On Jun 18,  1:17pm, mrg@eterna.com.au (matthew green) wrote:
   -- Subject: re: CVS commit: src/lib/libutil
   
   |    
   |    Modified Files:
   |    	src/lib/libutil: openpty.3 pty.c
   |    
   |    Log Message:
   |    Don't allow openpty to succeed if the caller is non-superuser.
   | 
   | 
   | i'm not sure this is the right thing to do.  why make this change?
   
   It is a security issue, isn't it to have a pty that others can read/write to?

it is.  but it's an old security issue we've had forever.  right now
openpty() _IS_ failing for people who install a new xterm without a
new kernel (which is always a valid option IMO.)  programs while about
it when there is a problem - i don't see that it's so bad that we need
to reject it.

ie, it's up to the caller to decide.  right now you're going to break
systems missing "ptm" from being able to use "xterm" at all, right?

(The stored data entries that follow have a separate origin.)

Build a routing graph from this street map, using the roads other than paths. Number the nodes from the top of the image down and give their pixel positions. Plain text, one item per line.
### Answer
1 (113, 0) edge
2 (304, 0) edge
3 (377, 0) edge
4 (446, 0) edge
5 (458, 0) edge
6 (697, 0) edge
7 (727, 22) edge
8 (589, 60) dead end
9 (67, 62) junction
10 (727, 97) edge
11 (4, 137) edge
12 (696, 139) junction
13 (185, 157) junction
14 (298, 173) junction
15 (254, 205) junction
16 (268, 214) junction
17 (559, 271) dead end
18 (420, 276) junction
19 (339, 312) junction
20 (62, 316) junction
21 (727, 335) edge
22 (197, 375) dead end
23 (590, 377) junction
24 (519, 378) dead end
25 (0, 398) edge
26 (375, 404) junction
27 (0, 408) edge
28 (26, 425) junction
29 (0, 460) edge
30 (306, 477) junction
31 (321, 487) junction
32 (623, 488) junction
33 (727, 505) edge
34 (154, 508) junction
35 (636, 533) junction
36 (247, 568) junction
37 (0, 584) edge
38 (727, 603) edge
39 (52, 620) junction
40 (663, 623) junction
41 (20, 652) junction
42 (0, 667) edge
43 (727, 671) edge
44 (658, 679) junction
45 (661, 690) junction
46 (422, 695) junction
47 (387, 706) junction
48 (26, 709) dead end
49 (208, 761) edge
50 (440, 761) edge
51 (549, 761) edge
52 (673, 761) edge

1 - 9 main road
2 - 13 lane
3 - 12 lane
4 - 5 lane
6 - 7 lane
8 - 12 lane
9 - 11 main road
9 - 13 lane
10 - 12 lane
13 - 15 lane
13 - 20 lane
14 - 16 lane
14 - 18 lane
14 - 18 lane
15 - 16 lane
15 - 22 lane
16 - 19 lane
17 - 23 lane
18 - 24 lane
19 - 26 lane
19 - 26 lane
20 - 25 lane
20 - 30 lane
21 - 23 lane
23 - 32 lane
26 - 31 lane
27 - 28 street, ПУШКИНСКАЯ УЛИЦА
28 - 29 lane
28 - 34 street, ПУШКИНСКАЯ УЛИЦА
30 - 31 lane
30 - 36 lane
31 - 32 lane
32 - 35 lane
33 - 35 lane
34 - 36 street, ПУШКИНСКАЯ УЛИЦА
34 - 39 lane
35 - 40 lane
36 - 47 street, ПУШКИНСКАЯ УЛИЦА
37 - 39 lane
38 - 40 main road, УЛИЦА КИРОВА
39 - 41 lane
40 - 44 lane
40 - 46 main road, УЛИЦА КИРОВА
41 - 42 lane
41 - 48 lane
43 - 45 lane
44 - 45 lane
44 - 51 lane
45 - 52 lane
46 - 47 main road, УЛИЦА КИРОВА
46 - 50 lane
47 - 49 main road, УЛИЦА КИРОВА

secure is a locked fireproof safe at the bottom of the ocean? :)

   Oh, and I am trying to figure out how to make ptm mandatory, but how do
   you do this without putting pseudo-device ptm in sys/conf/files? And then
   how can you avoid having it if you don't want to?

heh.  shouldn't this be as easy as fixing the #ifdef NPTM (which
should be "#if NPTM" anyway!!) to be #ifndef PTY_NO_PTM?